Moody’s Ratings has lowered India’s GDP growth forecast for FY27 to 6% from 6.8% earlier, citing rising risks from the ongoing West Asia conflict, which is expected to weigh on economic momentum and push up inflation.
Inflation Risks Rise, Fiscal Pressures Mount
In its latest credit opinion report on India, the agency expressed concern that prolonged geopolitical tensions could disrupt key imports, particularly liquefied petroleum gas (LPG), leading to short-term supply shortages, higher fuel and transport costs, and spillover effects on food inflation due to India’s reliance on imported fertilisers.The West Asia region accounts for nearly 55% of India’s crude oil imports and over 90% of LPG supplies, making the economy vulnerable to supply-side shocks. Moody’s said that while inflation remains contained for now, risks have shifted to the upside, projecting inflation to average 4.8% in FY27, compared with 2.4% in FY26.The report noted that growth moderation will be driven by weaker private consumption, softer industrial activity, and slowing investment momentum amid elevated input costs. It added that policy rates may remain steady or see gradual hikes depending on how long geopolitical tensions persist and their impact on fuel and food prices.

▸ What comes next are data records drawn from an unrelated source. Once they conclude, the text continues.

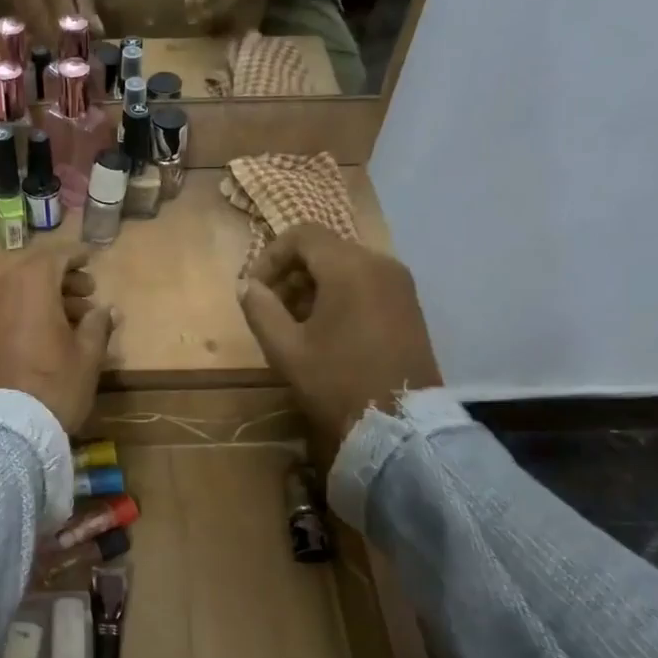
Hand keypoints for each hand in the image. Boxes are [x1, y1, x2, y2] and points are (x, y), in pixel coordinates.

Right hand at [0, 0, 99, 52]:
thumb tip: (95, 31)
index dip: (69, 24)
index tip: (84, 44)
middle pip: (40, 16)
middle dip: (60, 39)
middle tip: (77, 54)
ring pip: (31, 23)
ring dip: (50, 40)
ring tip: (67, 51)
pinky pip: (23, 22)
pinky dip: (39, 33)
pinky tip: (52, 40)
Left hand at [0, 249, 118, 433]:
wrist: (4, 428)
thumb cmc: (54, 385)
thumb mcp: (87, 356)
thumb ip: (97, 325)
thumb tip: (106, 310)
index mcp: (31, 285)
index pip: (56, 257)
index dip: (77, 256)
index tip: (93, 259)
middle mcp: (0, 289)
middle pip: (34, 272)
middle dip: (62, 279)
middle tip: (88, 293)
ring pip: (17, 291)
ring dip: (43, 296)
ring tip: (71, 317)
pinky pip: (3, 309)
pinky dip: (24, 311)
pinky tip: (43, 333)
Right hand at [238, 225, 441, 459]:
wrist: (399, 423)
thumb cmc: (337, 382)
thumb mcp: (285, 349)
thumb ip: (260, 309)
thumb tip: (248, 286)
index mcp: (349, 267)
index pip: (302, 235)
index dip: (271, 256)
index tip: (255, 289)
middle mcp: (380, 263)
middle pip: (324, 248)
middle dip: (291, 273)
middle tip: (272, 310)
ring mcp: (400, 284)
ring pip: (345, 266)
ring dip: (314, 285)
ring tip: (296, 324)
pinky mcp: (409, 304)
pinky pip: (366, 282)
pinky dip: (340, 294)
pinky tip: (327, 331)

Other global and domestic agencies have echoed similar concerns. The Organisation for Economic Co-operation and Development (OECD) has projected India’s growth at 6.1% for FY27, while ICRA estimates it at 6.5%. An Economy Watch report by EY suggested growth could drop by up to 1 percentage point if the conflict continues through the fiscal year.Despite the downgrade, India remains one of the fastest-growing major economies, with GDP expanding 7.5% in calendar year 2025, supported by a strong manufacturing rebound.
However, Moody’s cautioned that rising global crude prices—up nearly 50% since military strikes involving the United States, Israel, and Iran—could strain government finances. Higher fuel, gas, and fertiliser costs are expected to increase subsidy burdens, while recent excise duty cuts on petrol and diesel may further impact revenue collections.
Elevated input costs are also likely to dampen household consumption and corporate profitability, potentially affecting GST and corporate tax revenues. Moody’s warned that higher expenditure commitments and weaker revenue mobilisation could slow fiscal consolidation unless offset by corrective measures.On the external front, India’s current account deficit is expected to widen to 1–1.5% of GDP in FY26 and FY27, driven by higher import bills, particularly for energy and raw materials. The agency also flagged risks to remittances, noting that the Gulf region accounts for around 40% of India’s inflows.Overall, Moody’s said India’s economic outlook will depend significantly on the duration and intensity of the West Asia conflict, with prolonged disruptions likely to amplify inflationary pressures and moderate growth prospects.